There are two problems here:

• We have to store the test data set somewhere, which needs a lot of space
• The large NOT IN statement is fairly expensive

So maybe there is some other way to do that? What I came up with is a pretty simple approach, which does the job.

## Preparing data for machine learning in PostgreSQL

As there is no “NOT IN TABLESAMPLE”-clause in PostgreSQL and as we do not want to duplicate our data, the idea is to use a view, which can be used to extract the sample:

test=# CREATE VIEW preparation_step1 AS
SELECT 	*, abs(hashtext(id::text) % 100)
FROM 	inputdata ;
CREATE VIEW

The first idea is to use the hashtext function to turn the input data into a hash. The hashtext returns evenly distributed numbers, which is exactly what we want here. Adding “modulo 100” will create 100 slices of data (1% each). Be aware of the fact that hashtext function can return negative values. The “abs” function will turn the value into positive values.

test=# \x
Expanded display is on.
test=# \df *hashtext*
List of functions
-[ RECORD 1 ]-------+-----------
Schema              | pg_catalog
Name                | hashtext
Result data type    | integer
Argument data types | text
Type                | normal

When looking at the view, the result will be pretty useful already:

test=# SELECT * FROM preparation_step1 LIMIT 10;
id |       data       | abs
----+------------------+-----
1 |  542.76927607134 |  47
2 | 813.954454381019 |  26
3 |  215.18046176061 |   4
4 | 989.989245776087 |  92
5 | 142.890753224492 |  58
6 | 326.086463406682 |  12
7 | 24.8975520953536 |  95
8 | 266.512574627995 |  88
9 | 86.0621216706932 |  36
10 | 801.756543107331 |  81
(10 rows)

Now we can filter out data. An example: “abs < 50” might be training data and all the rest might be used to validate and check our models.

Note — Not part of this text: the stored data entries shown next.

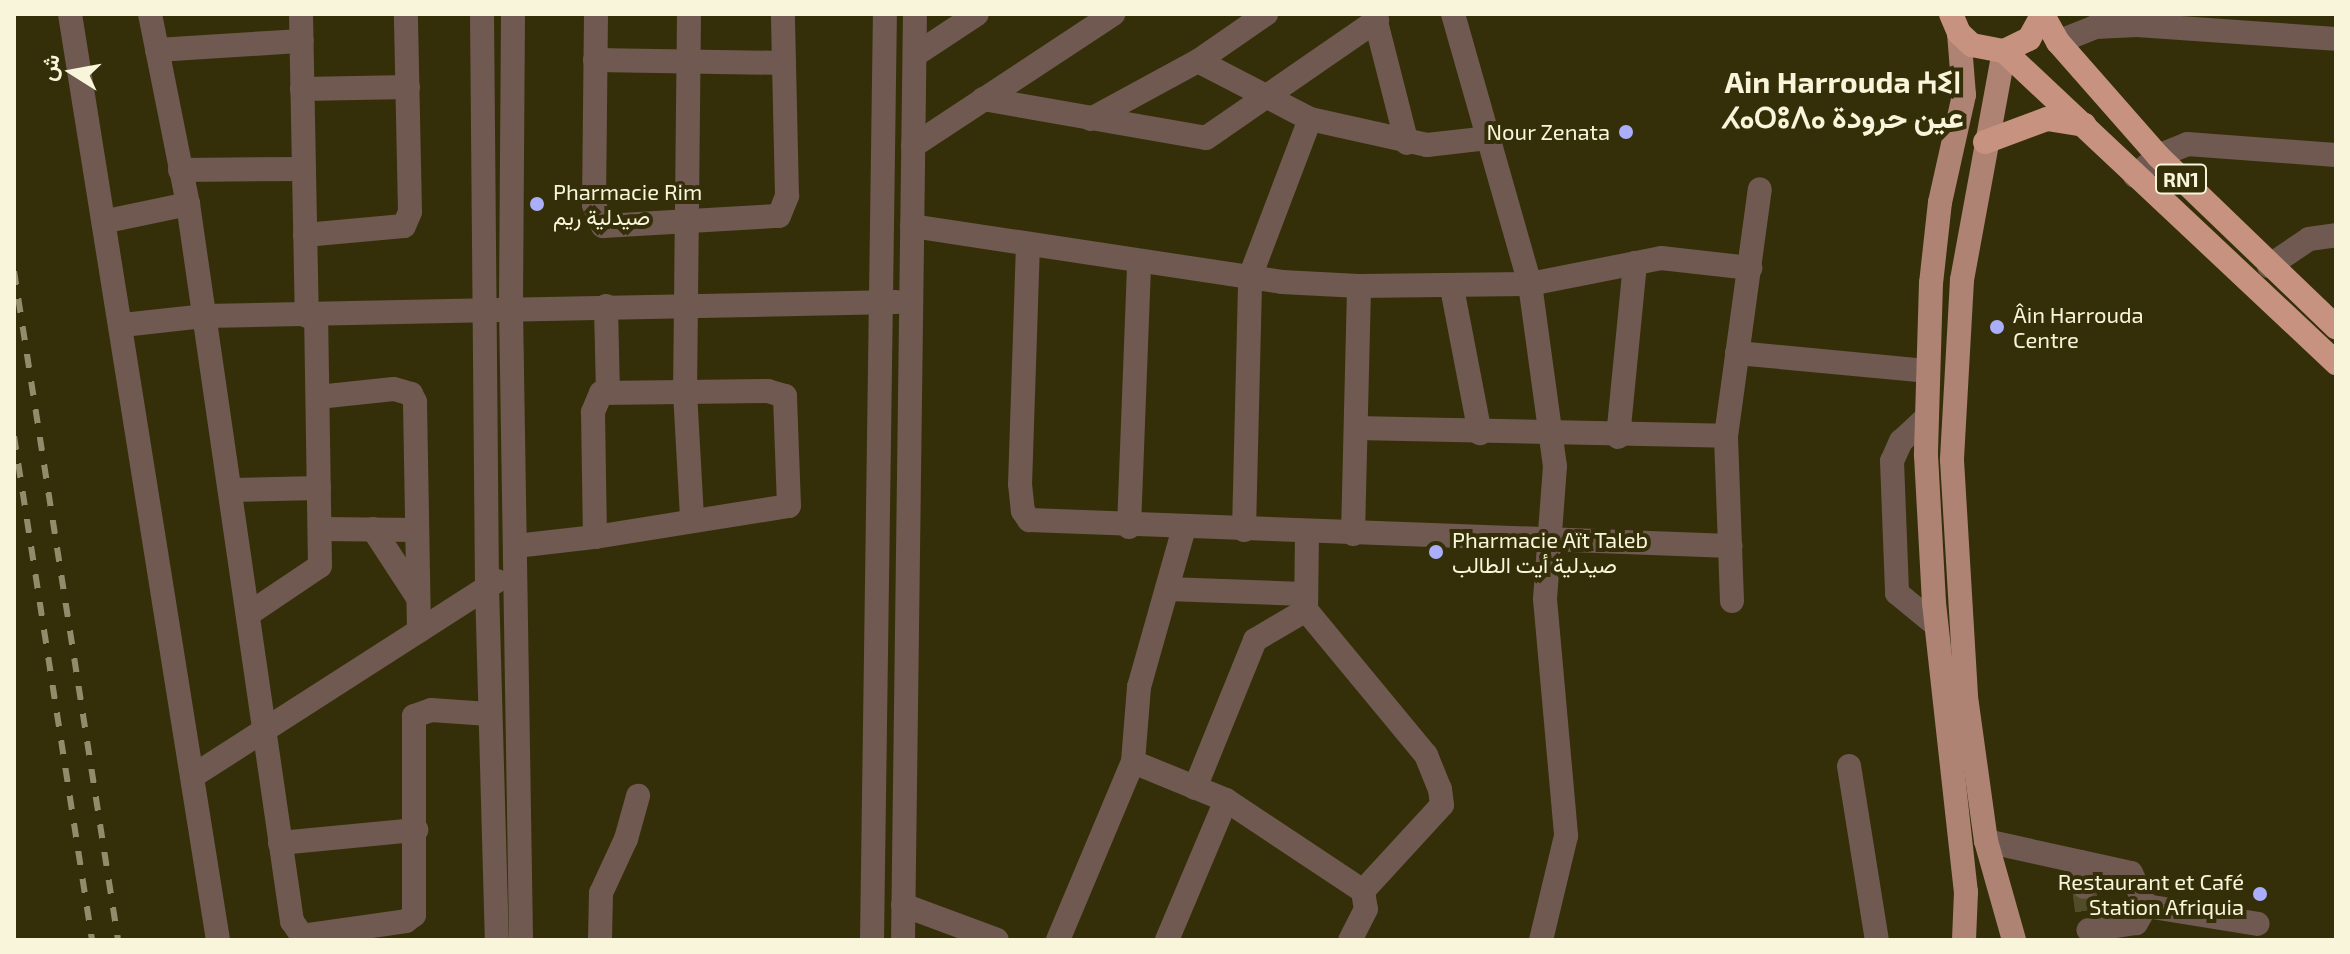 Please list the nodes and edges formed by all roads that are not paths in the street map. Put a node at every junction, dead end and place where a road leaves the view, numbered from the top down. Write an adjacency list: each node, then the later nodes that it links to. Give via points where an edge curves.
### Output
1 (70, 14): 49 (street)
2 (150, 14): 23 (street)
3 (301, 14): 21 (street)
4 (406, 14): 30 (street)
5 (482, 14): 67 (street)
6 (513, 14): 66 (street)
7 (596, 14): 26 (street)
8 (689, 14): 27 (street)
9 (783, 14): 29 (street)
10 (885, 14): 62 (street)
11 (915, 14): 25 (street)
12 (977, 14): 25 (street)
13 (1113, 14): 33 (street)
14 (1266, 14): 28 (street)
15 (1453, 14): 37 (street)
16 (2043, 14): 22 (highway, RN1); 24 (highway, RN1, via 2029,39)
17 (1375, 17): 32 (street); 39 (street)
18 (2232, 22): 20 (street); 22 (street, via 2095,27)
19 (1955, 24): 24 (highway, RN1, via 1972,45); 74 (main road, via 1964,95 1940,202)
20 (2336, 39)
21 (302, 41): 23 (street); 31 (street)
22 (2058, 42): 42 (highway, RN1)
23 (157, 50): 44 (street)
24 (2004, 51): 36 (highway, RN1); 38 (main road)
25 (915, 55): 40 (street)
26 (595, 60): 27 (street); 48 (street, via 594,205 603,226)
27 (690, 61): 29 (street); 48 (street)
28 (1198, 61): 32 (street); 34 (street)
29 (784, 63): 48 (street, via 787,196 779,216)
30 (408, 87): 31 (street); 51 (street, via 410,212 404,226)
31 (302, 89): 43 (street)
32 (1266, 96): 34 (street, via 1206,138); 35 (street)
33 (983, 99): 34 (street); 40 (street)
34 (1091, 119)
35 (1310, 119): 39 (street); 58 (street)
36 (2085, 125): 38 (highway, via 2047,119); 45 (highway, RN1)
37 (1488, 138): 39 (street); 59 (street)
38 (1985, 142): 116 (main road, via 1962,280 1952,460 1966,697)
39 (1407, 143)
40 (913, 146): 50 (street)
41 (2336, 155): 42 (street, via 2187,144)
42 (2158, 156): 45 (street); 56 (highway, RN1)
43 (304, 169): 44 (street); 51 (street)
44 (180, 170): 47 (street)
45 (2135, 176): 73 (highway, RN1)
46 (1760, 189): 57 (street)
47 (188, 204): 49 (street); 68 (street)
48 (689, 220): 64 (street)
49 (107, 221): 70 (street)
50 (912, 226): 53 (street); 63 (street)
51 (305, 235): 69 (street)
52 (2336, 235): 56 (street, via 2309,239)
53 (1028, 244): 54 (street); 87 (street, via 1023,511 1029,520)
54 (1139, 262): 58 (street); 87 (street)
55 (1635, 263): 57 (street, via 1661,258); 59 (street); 83 (street)
56 (2269, 266): 71 (highway, RN1)
57 (1750, 268): 72 (street)
58 (1250, 277): 60 (street); 92 (street)
59 (1530, 284): 61 (street); 81 (street)
60 (1359, 286): 61 (street); 79 (street)
61 (1452, 288): 80 (street)
62 (882, 301): 63 (street); 64 (street); 129 (street)
63 (911, 303): 121 (street)
64 (688, 305): 65 (street); 76 (street)
65 (606, 306): 66 (street); 75 (street)
66 (511, 308): 67 (street); 98 (street)
67 (483, 309): 69 (street); 99 (street)
68 (204, 316): 69 (street); 70 (street); 85 (street)
69 (312, 316): 77 (street)
70 (123, 325): 111 (street)
71 (2336, 327)
72 (1737, 353): 74 (street); 82 (street)
73 (2336, 363)
74 (1926, 371): 78 (main road)
75 (608, 392): 76 (street); 95 (street, via 596,398 593,412)
76 (685, 392): 86 (street); 86 (street, via 768,391 789,403 789,506)
77 (318, 397): 84 (street); 91 (street, via 394,389 411,394)
78 (1926, 418): 105 (main road, via 1927,526); 105 (street, via 1901,441 1892,461 1897,593)
79 (1356, 428): 80 (street); 94 (street)
80 (1480, 433): 81 (street)
81 (1551, 436): 83 (street); 96 (street, via 1555,466)
82 (1726, 436): 83 (street); 97 (street)
83 (1618, 437)
84 (319, 488): 85 (street); 89 (street)
85 (231, 490): 104 (street)
86 (692, 519): 95 (street)
87 (1129, 527): 88 (street)
88 (1184, 528): 92 (street); 100 (street)
89 (320, 529): 90 (street); 104 (street, via 320,566)
90 (373, 529): 91 (street); 101 (street)
91 (417, 530): 101 (street)
92 (1244, 530): 93 (street)
93 (1307, 533): 94 (street); 103 (street)
94 (1353, 534): 96 (street)
95 (595, 537): 98 (street)
96 (1550, 544): 97 (street); 135 (street, via 1545,599 1566,836)
97 (1731, 546): 102 (street)
98 (517, 557): 99 (street); 127 (street)
99 (487, 587): 106 (street); 107 (street)
100 (1167, 589): 103 (street); 109 (street, via 1139,687)
101 (418, 598): 106 (street)
102 (1732, 601)
103 (1305, 602): 112 (street, via 1255,640); 120 (street, via 1426,755 1440,789 1442,805)
104 (250, 613): 108 (street)
105 (1936, 625): 137 (main road, via 1965,879)
106 (419, 631): 108 (street)
107 (489, 714): 115 (street, via 431,710 414,716); 126 (street)
108 (267, 730): 111 (street); 117 (street)
109 (1133, 762): 112 (street); 132 (street)
110 (1849, 766): 136 (street)
111 (193, 776): 125 (street)
112 (1195, 788): 114 (street)
113 (638, 796): 128 (street, via 626,839 601,893)
114 (1226, 800): 120 (street); 133 (street)
115 (416, 830): 117 (street); 117 (street, via 414,915 406,921 302,936 292,921)
116 (1986, 841): 118 (street); 138 (main road)
117 (280, 843)
118 (2081, 862): 119 (street); 122 (street, via 2131,873)
119 (2084, 887)
120 (1363, 891): 134 (street, via 1366,909)
121 (903, 905): 130 (street); 131 (street)
122 (2146, 906): 123 (street); 124 (street, via 2136,923)
123 (2258, 924)
124 (2089, 930)
125 (218, 940)
126 (497, 940)
127 (521, 940)
128 (600, 940)
129 (872, 940)
130 (903, 940)
131 (997, 940)
132 (1058, 940)
133 (1167, 940)
134 (1350, 940)
135 (1541, 940)
136 (1877, 940)
137 (1964, 940)
138 (2014, 940)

The approach here is basically fine if your dataset is really large (xxx-million rows or so). It might not be ideal if your dataset is too small. In this case, it would be better to use sampling mechanisms provided by your favorite library (TensorFlow, sklearn, etc.). Why is that the case? If you are using a small data set (e.g. only a couple hundred of rows) you are running the risk of creating a biased sample. What does that mean? Suppose you have a dataset containing information about men and women. You want the sample to show the same distribution as the original data set – so the same percentage of men and women. The solution to the problem is called “stratification” and is supported by libraries such as sklearn and others. In my simple SQL example I am working under the assumption that the amount of data fed to the model is really large and therefore stratification is not an issue.